[Exercise description] Reproduce the data exactly, leaving nothing out.

[Excerpted data]
◇ ◇ ◇

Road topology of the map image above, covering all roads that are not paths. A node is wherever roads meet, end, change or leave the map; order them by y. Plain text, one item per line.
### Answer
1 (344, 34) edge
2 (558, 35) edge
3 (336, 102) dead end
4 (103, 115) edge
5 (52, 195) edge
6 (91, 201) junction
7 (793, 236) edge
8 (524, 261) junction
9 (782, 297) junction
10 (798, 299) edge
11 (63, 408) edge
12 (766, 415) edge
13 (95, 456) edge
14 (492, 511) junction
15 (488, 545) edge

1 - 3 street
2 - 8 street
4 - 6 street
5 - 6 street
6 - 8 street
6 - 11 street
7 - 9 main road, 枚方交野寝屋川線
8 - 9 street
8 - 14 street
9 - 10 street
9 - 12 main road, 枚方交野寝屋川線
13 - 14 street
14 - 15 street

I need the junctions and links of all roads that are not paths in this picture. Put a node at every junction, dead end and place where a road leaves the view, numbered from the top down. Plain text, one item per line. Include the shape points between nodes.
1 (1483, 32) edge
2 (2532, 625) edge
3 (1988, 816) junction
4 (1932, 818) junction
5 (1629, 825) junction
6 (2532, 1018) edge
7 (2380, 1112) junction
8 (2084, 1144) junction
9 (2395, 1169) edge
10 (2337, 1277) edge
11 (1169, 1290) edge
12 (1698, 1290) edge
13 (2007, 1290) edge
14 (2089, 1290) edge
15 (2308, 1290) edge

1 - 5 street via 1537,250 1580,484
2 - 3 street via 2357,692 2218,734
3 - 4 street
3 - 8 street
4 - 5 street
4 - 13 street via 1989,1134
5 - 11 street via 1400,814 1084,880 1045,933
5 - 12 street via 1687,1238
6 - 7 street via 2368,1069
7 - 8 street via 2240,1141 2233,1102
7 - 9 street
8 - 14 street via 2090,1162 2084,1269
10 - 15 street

◇ ◇ ◇

[Finished task]
Road topology of the map image above, covering all roads that are not paths. A node is wherever roads meet, end, change or leave the map; order them by y. Plain text, one item per line.
### Answer
1 (344, 34) edge
2 (558, 35) edge
3 (336, 102) dead end
4 (103, 115) edge
5 (52, 195) edge
6 (91, 201) junction
7 (793, 236) edge
8 (524, 261) junction
9 (782, 297) junction
10 (798, 299) edge
11 (63, 408) edge
12 (766, 415) edge
13 (95, 456) edge
14 (492, 511) junction
15 (488, 545) edge

1 - 3 street
2 - 8 street
4 - 6 street
5 - 6 street
6 - 8 street
6 - 11 street
7 - 9 main road, 枚方交野寝屋川線
8 - 9 street
8 - 14 street
9 - 10 street
9 - 12 main road, 枚方交野寝屋川線
13 - 14 street
14 - 15 street

I need the junctions and links of all roads that are not paths in this picture. Put a node at every junction, dead end and place where a road leaves the view, numbered from the top down. Plain text, one item per line. Include the shape points between nodes.
1 (1483, 32) edge
2 (2532, 625) edge
3 (1988, 816) junction
4 (1932, 818) junction
5 (1629, 825) junction
6 (2532, 1018) edge
7 (2380, 1112) junction
8 (2084, 1144) junction
9 (2395, 1169) edge
10 (2337, 1277) edge
11 (1169, 1290) edge
12 (1698, 1290) edge
13 (2007, 1290) edge
14 (2089, 1290) edge
15 (2308, 1290) edge

1 - 5 street via 1537,250 1580,484
2 - 3 street via 2357,692 2218,734
3 - 4 street
3 - 8 street
4 - 5 street
4 - 13 street via 1989,1134
5 - 11 street via 1400,814 1084,880 1045,933
5 - 12 street via 1687,1238
6 - 7 street via 2368,1069
7 - 8 street via 2240,1141 2233,1102
7 - 9 street
8 - 14 street via 2090,1162 2084,1269
10 - 15 street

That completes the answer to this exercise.